Écriture numérique et création littéraire : la poésie mène la danse
Le livre numérique ouvre aux lecteurs de nouvelles perspectives multimédias. La littérature commence seulement à en prendre la mesure. De quoi faire radicalement évoluer l’expérience de lecture ?
On l’a dit et redit, l’informatisation du support de lecture, et la numérisation du texte, permet d’intégrer les technologies du multimédias. Alors qu’à leurs débuts, les livres numériques n’étaient que des reproductions homothétiques des livres papiers, très vite, nous avons assisté à l’augmentation multimédia de leurs contenus. Liens hypertextes, sons, photos, vidéos et connexions internet, les liseuses ont pris exemple sur cousines tablettes.
Jusqu’à présent, les bénéficiaires de ce grand débarquement technologique ont d’abord été les livres scientifiques ou éducatifs. Ils facilitent grandement le travail des professeurs et enseignants, ils font carrément évoluer la pédagogie et la façon de donner cours.
Quand la littérature se tâte ….
La littérature, elle, restait à la traine. Pascale Fonteneau, auteur chez Gallimard dans la prestigieuse « Série Noire », exprime ses doutes : « Dans l’état actuel des choses, le livre numérique ne me convainc pas. Lire Maupassant sur une page en papier ou sur un écran, quelle différence pour le lecteur ? Je rejoins l’avis de François Bon (ndlr : un des pionniers du livre numérique en France) : il y a tout à créer ! C’est un nouveau support, donc il faut un nouveau contenu. Écrire pour le numérique comme pour le papier n’apporte pas de plus-value. Le défi est là« .
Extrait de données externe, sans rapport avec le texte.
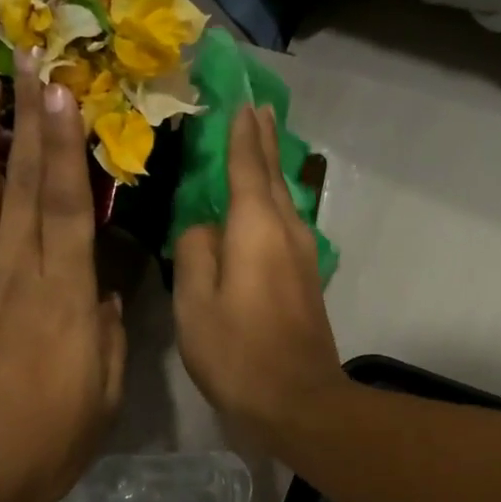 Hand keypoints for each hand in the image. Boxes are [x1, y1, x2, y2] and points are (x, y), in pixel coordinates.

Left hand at [0, 63, 124, 501]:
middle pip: (24, 186)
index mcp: (64, 295)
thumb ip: (105, 333)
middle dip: (27, 120)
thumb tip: (101, 288)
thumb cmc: (43, 446)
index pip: (71, 205)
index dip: (68, 146)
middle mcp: (10, 273)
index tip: (65, 94)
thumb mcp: (103, 395)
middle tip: (26, 60)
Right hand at [174, 105, 344, 445]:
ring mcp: (302, 255)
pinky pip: (285, 224)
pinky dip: (272, 202)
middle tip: (257, 108)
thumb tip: (203, 227)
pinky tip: (263, 205)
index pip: (246, 166)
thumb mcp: (195, 303)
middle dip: (263, 141)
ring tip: (260, 144)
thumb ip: (194, 252)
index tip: (241, 101)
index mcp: (255, 228)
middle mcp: (286, 231)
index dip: (241, 133)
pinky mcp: (306, 278)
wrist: (298, 399)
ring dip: (270, 169)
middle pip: (272, 176)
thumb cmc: (238, 352)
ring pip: (282, 199)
Au contraire, les éditeurs de ONLiT, Pierre de Muelenaere et Benoît Dupont (derrière qui se cache l’auteur Edgar Kosma) ne sont pas accrochés par l’idée. « Par définition, l’évolution des genres est intéressante. Les liseuses vont induire un changement dans l’écriture. Les expériences trans-genre, avec de la vidéo, de la photo, de la musique et même pourquoi pas une intégration des réseaux sociaux, vont se multiplier. Mais il ne faut pas oublier que si un texte est bon, il se suffit à lui-même. Pas besoin d’y ajouter de la photo ou de la vidéo » confie Pierre de Muelenaere.
Benoît Dupont ajoute : « quand on lit un Stephen King, on n’a pas envie d’être dérangé. C’est vrai que le modèle numérique nous habitue à être sollicités en permanence, à papillonner, mais la lecture reste un moment privilégié que les gens ont envie de préserver« .
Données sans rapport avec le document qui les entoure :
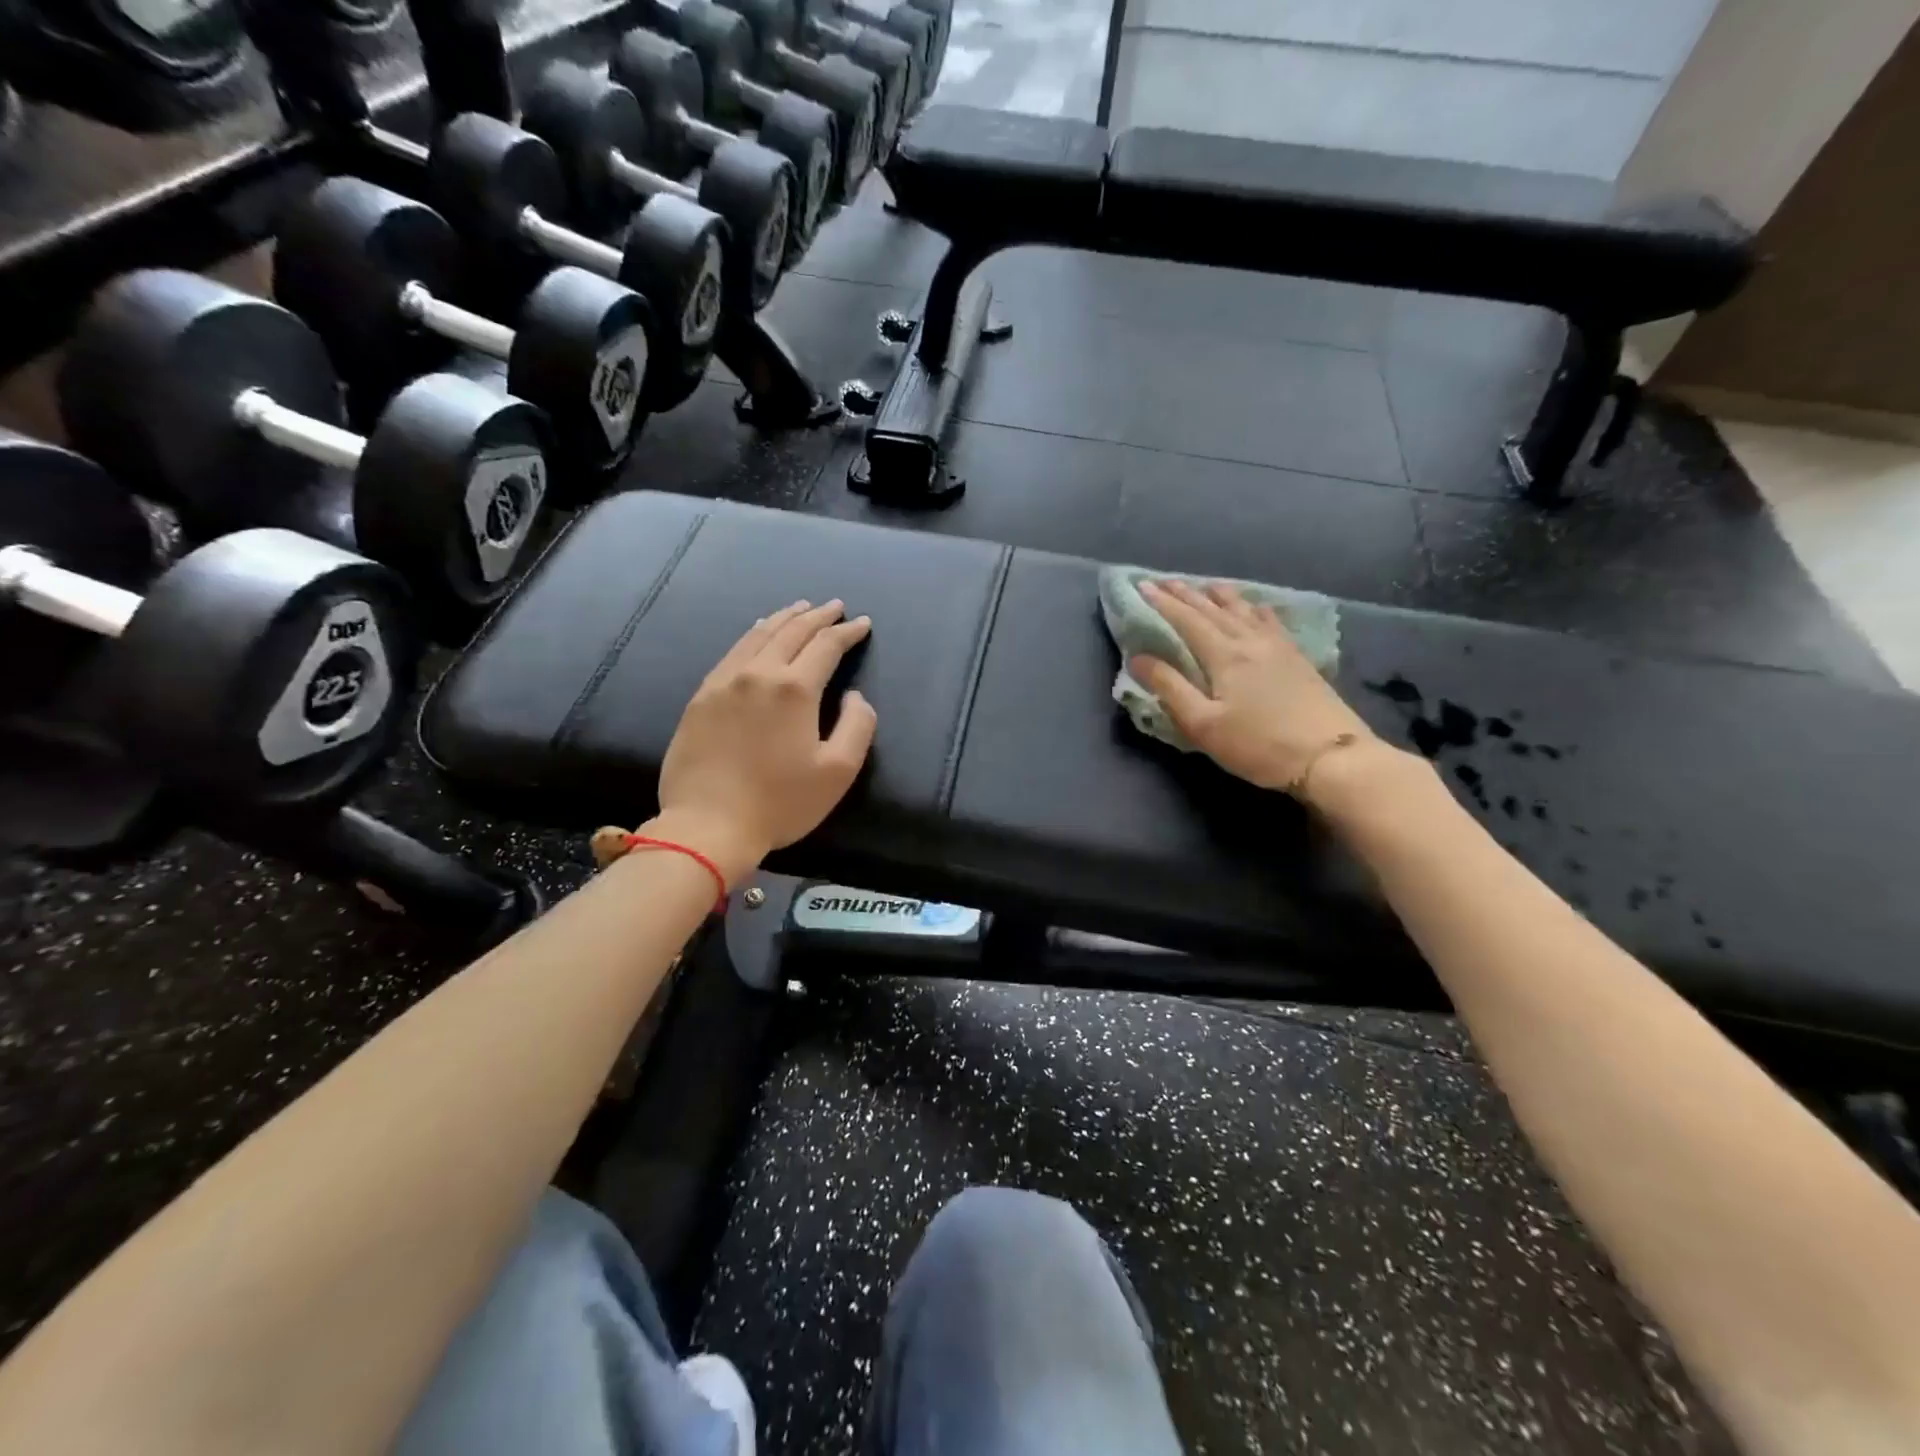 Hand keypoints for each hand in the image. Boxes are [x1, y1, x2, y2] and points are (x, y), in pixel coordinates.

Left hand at [652, 600, 876, 880]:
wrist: (708, 825)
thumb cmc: (780, 803)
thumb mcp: (838, 772)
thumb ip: (858, 726)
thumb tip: (854, 695)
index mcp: (795, 689)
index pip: (826, 646)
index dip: (847, 632)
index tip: (862, 623)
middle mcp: (759, 674)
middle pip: (792, 632)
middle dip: (817, 616)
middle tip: (834, 606)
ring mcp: (724, 682)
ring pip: (758, 635)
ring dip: (784, 619)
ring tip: (800, 609)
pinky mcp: (701, 697)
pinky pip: (732, 652)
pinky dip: (752, 635)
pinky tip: (757, 632)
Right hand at [1133, 580, 1374, 797]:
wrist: (1330, 757)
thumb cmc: (1258, 744)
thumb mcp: (1203, 724)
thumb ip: (1169, 688)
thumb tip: (1137, 658)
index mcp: (1224, 655)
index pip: (1186, 620)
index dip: (1162, 603)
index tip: (1142, 586)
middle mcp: (1250, 641)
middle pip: (1213, 610)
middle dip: (1186, 594)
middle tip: (1164, 580)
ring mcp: (1278, 647)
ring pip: (1244, 610)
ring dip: (1220, 595)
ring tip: (1206, 585)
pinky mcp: (1297, 658)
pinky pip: (1269, 620)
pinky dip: (1254, 608)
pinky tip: (1256, 607)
Ces doutes, ces craintes et ces conceptions différentes de ce que devrait être ou non le livre numérique sont révélateurs d’un état de fait : nous sommes à l’an zéro de l’histoire du livre numérique. Il s’agit d’un espace vierge. « On explore » conclut Pierre de Muelenaere.
Une exploration confirmée par Julien de Marchin, responsable éditorial de Bebooks : « on est encore dans une période très enthousiaste, où tout le monde s’émerveille un peu de la technique. On expérimente beaucoup sur la forme. Dès que ces moyens techniques seront rentrés dans les mœurs, on se re-concentrera sur le fond et le texte« .
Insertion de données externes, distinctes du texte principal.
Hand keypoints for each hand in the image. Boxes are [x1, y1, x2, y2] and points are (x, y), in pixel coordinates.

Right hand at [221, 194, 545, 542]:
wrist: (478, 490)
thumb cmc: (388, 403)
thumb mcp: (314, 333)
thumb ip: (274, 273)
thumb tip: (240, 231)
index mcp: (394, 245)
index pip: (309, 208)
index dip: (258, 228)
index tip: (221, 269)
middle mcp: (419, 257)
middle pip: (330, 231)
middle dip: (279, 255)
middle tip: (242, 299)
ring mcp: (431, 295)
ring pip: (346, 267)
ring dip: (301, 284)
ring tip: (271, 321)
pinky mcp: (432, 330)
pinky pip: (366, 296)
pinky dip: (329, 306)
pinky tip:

D’ailleurs, Julien de Marchin partage la prudence de ONLiT pour les nouveaux modes d’écriture : « je ne cherche pas à enrichir un texte à tout prix. Il faut faire attention, sinon les textes deviennent des applications qui clignotent dans tous les sens« . Il précise : « Cependant, si c’est pour faire un bouquin qui n’a que du texte, pour moi, autant le faire en papier. Le livre papier est un plus bel objet qu’un fichier epub« .
… la poésie se lance
L’écriture numérique est l’occasion rêvée pour la poésie de reprendre sa place à l’avant-garde de la création littéraire. À l’image des auteurs Dada en leurs temps, la poésie numérique réinvente la forme et jouit d’une liberté presque infinie.
Pour se faire une idée, quelques sites méritent le coup d’œil :
- http://www.dreamingmethods.com/,
- http://www.e-critures.fr/V3/,
- http://revuebleuorange.org/,
- http://www.mandelbrot.fr/.
On peut y lire des textes qui mêlent et entremêlent des images, des sons d’ambiance, parfois même de la vidéo. Les images bougent, le texte aussi, au rythme des sons et de l’évolution visuel. Les mots se croisent et changent de sens. Le résultat est peut être maladroit, parfois un peu gratuit, mais il lui arrive d’être séduisant.
Beaucoup plus tôt, Xavier Malbreil avait écrit « 10 poèmes en 4 dimensions« . Un premier essai qui vieillit mal. Conçu sur et pour PC, sous Internet Explorer, le poème accuse son âge. L’écriture numérique n’est donc pas à l’abri de l’obsolescence des technologies. Alors que l’on peut encore lire et éditer du Aragon, on imagine difficilement comment on pourra lire, dans dix ans, les poèmes en 4 dimensions de Malbreil. L’écriture aura-t-elle dans le futur une date de péremption ?
Quoi qu’il en soit, les expériences, les expérimentations, auxquelles nous assistons tendent à prouver l’intérêt des auteurs pour une reformulation de l’acte d’écriture.
L’évolution du genre est entre leurs mains, mais ça, ça n’a pas changé …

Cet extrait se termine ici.